◆ YOUR INSTRUCTIONS ◆
Every line of the records that holds the word "GÉNÉRAL" should be copied out.

◆ STUDY MATERIAL ◆

= Beginning of Section =

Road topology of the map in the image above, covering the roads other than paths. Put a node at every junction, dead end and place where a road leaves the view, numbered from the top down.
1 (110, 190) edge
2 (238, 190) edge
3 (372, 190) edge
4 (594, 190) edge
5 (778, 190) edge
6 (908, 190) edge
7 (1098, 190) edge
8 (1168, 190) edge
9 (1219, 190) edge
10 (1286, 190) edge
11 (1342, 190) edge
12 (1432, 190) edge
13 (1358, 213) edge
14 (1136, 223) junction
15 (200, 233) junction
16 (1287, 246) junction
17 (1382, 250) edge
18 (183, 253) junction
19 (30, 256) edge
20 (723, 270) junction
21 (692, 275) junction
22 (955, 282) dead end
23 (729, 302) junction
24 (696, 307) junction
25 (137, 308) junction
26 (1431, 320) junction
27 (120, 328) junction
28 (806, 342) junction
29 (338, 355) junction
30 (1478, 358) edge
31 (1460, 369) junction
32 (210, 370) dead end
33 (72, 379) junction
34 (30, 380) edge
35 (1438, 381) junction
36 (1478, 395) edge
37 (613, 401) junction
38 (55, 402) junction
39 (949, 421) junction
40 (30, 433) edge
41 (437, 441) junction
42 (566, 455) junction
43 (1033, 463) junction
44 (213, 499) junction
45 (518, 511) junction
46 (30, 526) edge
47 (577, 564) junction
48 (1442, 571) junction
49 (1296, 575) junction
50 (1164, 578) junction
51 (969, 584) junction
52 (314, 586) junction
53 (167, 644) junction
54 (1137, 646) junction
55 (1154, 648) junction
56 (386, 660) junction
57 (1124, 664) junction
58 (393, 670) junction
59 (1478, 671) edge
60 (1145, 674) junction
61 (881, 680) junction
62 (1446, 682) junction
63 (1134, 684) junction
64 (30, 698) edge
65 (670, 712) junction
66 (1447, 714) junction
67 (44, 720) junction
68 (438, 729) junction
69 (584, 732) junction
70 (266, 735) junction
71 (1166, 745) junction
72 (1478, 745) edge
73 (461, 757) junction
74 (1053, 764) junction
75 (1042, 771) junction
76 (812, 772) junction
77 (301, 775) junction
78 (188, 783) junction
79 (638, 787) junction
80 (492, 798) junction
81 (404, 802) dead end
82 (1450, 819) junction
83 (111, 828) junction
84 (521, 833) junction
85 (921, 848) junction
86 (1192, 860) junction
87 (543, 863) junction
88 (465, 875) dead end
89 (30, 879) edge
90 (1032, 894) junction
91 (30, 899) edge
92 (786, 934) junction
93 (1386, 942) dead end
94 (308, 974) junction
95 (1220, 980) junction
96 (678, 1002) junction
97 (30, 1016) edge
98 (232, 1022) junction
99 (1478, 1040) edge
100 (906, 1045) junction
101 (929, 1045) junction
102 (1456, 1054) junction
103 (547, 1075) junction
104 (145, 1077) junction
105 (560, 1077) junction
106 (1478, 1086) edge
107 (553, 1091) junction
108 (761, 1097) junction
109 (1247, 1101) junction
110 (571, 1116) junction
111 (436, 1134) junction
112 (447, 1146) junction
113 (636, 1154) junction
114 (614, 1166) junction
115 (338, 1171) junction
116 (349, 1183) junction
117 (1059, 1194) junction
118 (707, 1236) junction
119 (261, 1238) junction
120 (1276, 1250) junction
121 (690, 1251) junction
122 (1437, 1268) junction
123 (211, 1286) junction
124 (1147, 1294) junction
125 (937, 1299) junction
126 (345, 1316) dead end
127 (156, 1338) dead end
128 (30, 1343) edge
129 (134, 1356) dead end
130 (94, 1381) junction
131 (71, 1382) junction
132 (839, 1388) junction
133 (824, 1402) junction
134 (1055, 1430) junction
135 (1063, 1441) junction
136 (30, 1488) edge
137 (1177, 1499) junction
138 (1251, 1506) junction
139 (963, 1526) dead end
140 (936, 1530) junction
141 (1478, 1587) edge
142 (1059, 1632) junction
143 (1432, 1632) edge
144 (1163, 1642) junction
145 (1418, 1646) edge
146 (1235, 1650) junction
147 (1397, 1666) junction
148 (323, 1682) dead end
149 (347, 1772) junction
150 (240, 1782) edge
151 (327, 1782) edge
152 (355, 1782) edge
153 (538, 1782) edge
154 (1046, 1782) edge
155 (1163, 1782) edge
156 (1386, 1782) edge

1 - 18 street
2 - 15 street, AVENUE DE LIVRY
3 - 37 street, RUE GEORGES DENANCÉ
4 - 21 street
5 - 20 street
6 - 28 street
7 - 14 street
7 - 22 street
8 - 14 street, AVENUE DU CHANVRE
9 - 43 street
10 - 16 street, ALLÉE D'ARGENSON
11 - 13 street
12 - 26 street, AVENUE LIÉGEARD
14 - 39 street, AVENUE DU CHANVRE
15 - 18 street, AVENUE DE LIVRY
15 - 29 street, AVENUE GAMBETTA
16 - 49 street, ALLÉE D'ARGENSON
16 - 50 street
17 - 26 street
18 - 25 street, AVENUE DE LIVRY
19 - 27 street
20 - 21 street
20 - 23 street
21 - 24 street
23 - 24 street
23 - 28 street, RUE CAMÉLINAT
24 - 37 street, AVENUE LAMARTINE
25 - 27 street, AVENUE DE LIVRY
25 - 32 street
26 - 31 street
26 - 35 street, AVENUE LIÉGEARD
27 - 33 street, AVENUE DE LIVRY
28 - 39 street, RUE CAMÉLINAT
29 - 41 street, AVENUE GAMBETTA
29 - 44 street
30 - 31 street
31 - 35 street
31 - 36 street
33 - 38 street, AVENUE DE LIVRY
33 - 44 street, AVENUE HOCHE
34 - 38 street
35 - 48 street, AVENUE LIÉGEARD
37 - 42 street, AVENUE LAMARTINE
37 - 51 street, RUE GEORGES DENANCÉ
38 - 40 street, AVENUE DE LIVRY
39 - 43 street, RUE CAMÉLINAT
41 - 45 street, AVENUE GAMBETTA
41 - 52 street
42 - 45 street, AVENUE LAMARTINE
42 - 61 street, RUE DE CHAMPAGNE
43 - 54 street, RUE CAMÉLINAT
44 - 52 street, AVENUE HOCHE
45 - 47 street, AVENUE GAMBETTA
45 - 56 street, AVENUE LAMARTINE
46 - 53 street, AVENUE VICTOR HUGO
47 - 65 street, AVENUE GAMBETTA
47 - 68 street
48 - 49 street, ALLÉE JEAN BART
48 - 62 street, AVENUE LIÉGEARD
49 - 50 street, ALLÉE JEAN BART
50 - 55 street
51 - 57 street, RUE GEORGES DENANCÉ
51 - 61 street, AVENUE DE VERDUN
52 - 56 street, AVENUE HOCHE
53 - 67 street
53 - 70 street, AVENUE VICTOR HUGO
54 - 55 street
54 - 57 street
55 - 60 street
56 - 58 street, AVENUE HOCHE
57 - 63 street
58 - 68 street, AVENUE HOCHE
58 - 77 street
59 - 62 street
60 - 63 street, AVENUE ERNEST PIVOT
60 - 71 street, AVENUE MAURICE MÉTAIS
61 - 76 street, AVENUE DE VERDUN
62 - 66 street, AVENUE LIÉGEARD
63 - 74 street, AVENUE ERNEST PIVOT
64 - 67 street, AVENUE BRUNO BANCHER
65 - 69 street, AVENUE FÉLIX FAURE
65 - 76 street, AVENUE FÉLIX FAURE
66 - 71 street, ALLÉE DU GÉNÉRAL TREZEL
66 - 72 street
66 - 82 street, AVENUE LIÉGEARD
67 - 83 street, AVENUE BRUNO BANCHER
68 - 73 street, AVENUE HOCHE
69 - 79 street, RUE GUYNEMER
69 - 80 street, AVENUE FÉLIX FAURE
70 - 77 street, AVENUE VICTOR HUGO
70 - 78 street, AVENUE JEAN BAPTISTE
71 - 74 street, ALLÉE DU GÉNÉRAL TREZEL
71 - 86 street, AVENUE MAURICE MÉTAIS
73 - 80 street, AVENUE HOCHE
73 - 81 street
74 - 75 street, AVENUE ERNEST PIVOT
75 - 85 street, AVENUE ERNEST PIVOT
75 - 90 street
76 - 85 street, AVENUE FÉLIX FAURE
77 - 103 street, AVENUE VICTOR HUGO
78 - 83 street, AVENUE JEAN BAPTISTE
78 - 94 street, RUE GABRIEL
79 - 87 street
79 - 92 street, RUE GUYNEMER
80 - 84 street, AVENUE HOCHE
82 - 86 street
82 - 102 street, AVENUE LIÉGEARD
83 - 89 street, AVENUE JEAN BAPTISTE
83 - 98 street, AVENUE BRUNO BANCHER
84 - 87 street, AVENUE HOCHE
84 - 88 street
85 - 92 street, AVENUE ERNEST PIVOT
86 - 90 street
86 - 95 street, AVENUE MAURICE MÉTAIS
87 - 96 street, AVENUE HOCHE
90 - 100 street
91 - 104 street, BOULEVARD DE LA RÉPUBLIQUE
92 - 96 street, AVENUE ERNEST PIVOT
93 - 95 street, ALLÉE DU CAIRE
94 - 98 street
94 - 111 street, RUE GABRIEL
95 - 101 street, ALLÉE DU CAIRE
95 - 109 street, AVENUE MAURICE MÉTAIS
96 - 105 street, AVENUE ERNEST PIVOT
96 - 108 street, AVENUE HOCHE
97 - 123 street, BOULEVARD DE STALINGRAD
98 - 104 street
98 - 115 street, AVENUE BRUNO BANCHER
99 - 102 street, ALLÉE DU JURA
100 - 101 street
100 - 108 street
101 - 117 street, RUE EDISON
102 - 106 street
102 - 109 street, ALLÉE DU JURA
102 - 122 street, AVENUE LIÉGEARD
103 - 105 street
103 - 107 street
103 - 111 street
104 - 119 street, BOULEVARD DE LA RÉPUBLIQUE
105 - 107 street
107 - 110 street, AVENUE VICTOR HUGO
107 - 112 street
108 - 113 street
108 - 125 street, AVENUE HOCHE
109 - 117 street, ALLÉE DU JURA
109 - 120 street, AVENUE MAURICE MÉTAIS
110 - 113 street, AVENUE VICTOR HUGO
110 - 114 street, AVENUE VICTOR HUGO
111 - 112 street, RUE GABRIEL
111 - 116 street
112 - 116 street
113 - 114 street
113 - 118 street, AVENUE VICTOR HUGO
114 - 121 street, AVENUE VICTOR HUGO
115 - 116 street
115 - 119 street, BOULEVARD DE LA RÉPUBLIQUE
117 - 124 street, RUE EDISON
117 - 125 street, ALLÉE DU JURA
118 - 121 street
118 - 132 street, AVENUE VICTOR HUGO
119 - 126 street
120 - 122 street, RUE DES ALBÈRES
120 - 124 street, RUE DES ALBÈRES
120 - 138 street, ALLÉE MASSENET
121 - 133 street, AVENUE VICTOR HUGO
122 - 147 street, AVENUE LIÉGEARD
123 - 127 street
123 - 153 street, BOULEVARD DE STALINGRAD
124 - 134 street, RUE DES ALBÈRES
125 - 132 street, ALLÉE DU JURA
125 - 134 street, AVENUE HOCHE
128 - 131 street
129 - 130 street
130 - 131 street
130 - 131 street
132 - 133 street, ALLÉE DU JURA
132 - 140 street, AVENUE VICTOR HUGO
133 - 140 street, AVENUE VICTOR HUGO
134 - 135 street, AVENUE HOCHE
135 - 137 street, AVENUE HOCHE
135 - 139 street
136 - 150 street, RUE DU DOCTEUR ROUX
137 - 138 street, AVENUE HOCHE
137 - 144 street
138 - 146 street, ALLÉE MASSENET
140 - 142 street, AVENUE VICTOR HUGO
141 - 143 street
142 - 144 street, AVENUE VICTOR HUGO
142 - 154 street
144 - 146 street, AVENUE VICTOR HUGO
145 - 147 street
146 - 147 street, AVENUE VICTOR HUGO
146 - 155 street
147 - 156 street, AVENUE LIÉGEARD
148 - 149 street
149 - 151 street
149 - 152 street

= End of Section =

◆ WORKED SOLUTION ◆
66 - 71 street, ALLÉE DU GÉNÉRAL TREZEL
71 - 74 street, ALLÉE DU GÉNÉRAL TREZEL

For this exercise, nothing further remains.